In 1918 Baron Fassini left the role of Chief Executive and resigned from the board of directors, which was as yet unchanged ( except for the arrival of the lawyer Alessandro Alessandri). In 1919 the company became a member of the “Unione Cinematografica Italiana” and in 1921 suspended its activity.
In 1929, the producer-tradesman-distributor Stefano Pittaluga, thanks to encouragement and subsidies from the government, acquired the film studios of via Vejo, and the following year restored the name of “Cines”. Indeed, the first “talking picture” of the Italian cinematographic revival, “La canzone dell'amore” (1930) carried that glorious label. After the death of Pittalungo (1931), Ludovico Toeplitz took up the management of Cines and kept it until 1935. With the writer Emilio Cecchi at the head of production, called upon by Toeplitz, Cines had a particularly interesting output during the years 1932-33, including films such as “Palio”, “la Tavola dei Poveri”, “Gli uomini che mascalzoni” by Vittorio de Sica, “Acciaio”, “1860”, and “T'amerò sempre”. This second season of productivity came to an end for Cines in 1934, and the studios in via Vejo were torn down in 1935 having been destroyed by a fire and rendered unusable.

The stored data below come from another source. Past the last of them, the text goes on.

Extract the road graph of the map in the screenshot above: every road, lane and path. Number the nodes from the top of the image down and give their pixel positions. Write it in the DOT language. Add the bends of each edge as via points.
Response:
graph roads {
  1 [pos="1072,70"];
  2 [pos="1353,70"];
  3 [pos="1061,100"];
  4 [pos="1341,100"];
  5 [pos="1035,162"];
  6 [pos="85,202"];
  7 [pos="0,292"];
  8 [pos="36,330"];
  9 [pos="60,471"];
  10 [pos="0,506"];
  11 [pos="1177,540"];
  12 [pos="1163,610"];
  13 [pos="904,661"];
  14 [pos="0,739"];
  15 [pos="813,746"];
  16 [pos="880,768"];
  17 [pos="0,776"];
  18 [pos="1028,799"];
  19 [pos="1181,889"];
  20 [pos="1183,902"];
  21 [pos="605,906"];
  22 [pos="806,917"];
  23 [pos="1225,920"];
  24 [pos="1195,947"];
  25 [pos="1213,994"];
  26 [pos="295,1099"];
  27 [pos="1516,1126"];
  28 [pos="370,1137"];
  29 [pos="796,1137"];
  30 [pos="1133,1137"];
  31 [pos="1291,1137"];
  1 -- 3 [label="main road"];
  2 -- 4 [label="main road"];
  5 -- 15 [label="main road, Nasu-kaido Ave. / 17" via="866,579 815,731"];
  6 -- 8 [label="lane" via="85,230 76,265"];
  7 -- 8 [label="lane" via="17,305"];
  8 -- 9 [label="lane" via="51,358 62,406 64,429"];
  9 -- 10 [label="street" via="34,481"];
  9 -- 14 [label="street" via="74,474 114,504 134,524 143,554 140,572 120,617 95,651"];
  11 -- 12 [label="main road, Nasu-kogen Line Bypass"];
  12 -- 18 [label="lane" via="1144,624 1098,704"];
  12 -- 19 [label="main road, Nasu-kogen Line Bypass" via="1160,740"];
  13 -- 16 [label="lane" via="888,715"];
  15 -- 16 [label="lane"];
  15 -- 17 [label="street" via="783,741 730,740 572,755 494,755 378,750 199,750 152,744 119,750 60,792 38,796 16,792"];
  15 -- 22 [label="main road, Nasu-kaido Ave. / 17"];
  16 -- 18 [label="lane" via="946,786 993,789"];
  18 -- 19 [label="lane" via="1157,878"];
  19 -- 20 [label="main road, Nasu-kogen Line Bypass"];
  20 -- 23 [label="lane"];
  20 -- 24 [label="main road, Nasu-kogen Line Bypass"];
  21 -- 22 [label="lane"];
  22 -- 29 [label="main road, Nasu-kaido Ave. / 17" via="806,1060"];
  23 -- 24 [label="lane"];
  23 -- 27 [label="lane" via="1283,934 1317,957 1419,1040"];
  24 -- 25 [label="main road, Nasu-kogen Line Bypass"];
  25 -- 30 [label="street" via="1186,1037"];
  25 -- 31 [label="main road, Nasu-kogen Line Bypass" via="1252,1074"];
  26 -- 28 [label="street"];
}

On the 9th of February, 1942, the authorization to resurrect Cines was given and entrusted to the producer Guido Oliva. The third incarnation of Cines was under state control, and was bound up with the activities of the ENIC (the Italian National Organisation of Cinematographic Industry) that allowed distribution through its own network of cinemas. Cines' productions of 1942-43 aroused a good deal of interest and included films such as “la Bella Addormentata”, “Avanti c'è posto”, “Quattro Passi tra le nuvole”, “Harlem,fuga a due voci”, “Sorelle Materassi”, “Enrico IV”, “La Locandiera” and “Il cappello da prete”. After the 8th of September 1943 (the day Badoglio announced the armistice with Great Britain and the USA), Cines was moved to Venice by the republican Fascists and produced a few films in 1944.
During the summer of 1949, Cines was relaunched yet again, once more under the control of the State. The fourth Cines, managed by Carlo Civallero until November 1955 and after by Aldo Borrelli, produced, among others: “Due mogli sono troppe”, “E' più facile che un cammello...”, “L'Edera”, “La città si difende”, “Il brigante di Tacca del Lupo”, “Altri tempi”, “La voce del silenzio”, “Tempi nostri” and “Amici per la pelle”, in addition to numerous co-productions with French production companies and films in participation with other Italian companies.
Following this glorious season, in 1958, Cines suspended its activity and was liquidated by the Minister of Finance.

In 2006, the centenary of its initial foundation, a new Cines was brought to life at the hands of the publishing group Persiani Editore – New Media Entertainment. Under private control, the company has salvaged the name and the artistic legacy of the previous administrations.

The artistic direction has been entrusted to the illustrious Leonardo Bragaglia, a noteworthy director and theatrical essayist in his own right, nephew of Carlo Ludovico Bragaglia, Anton Giulio Bragaglia and of the engineer Francesco Bragaglia, ex-Chief Executive of Cines at the beginning of the twentieth century.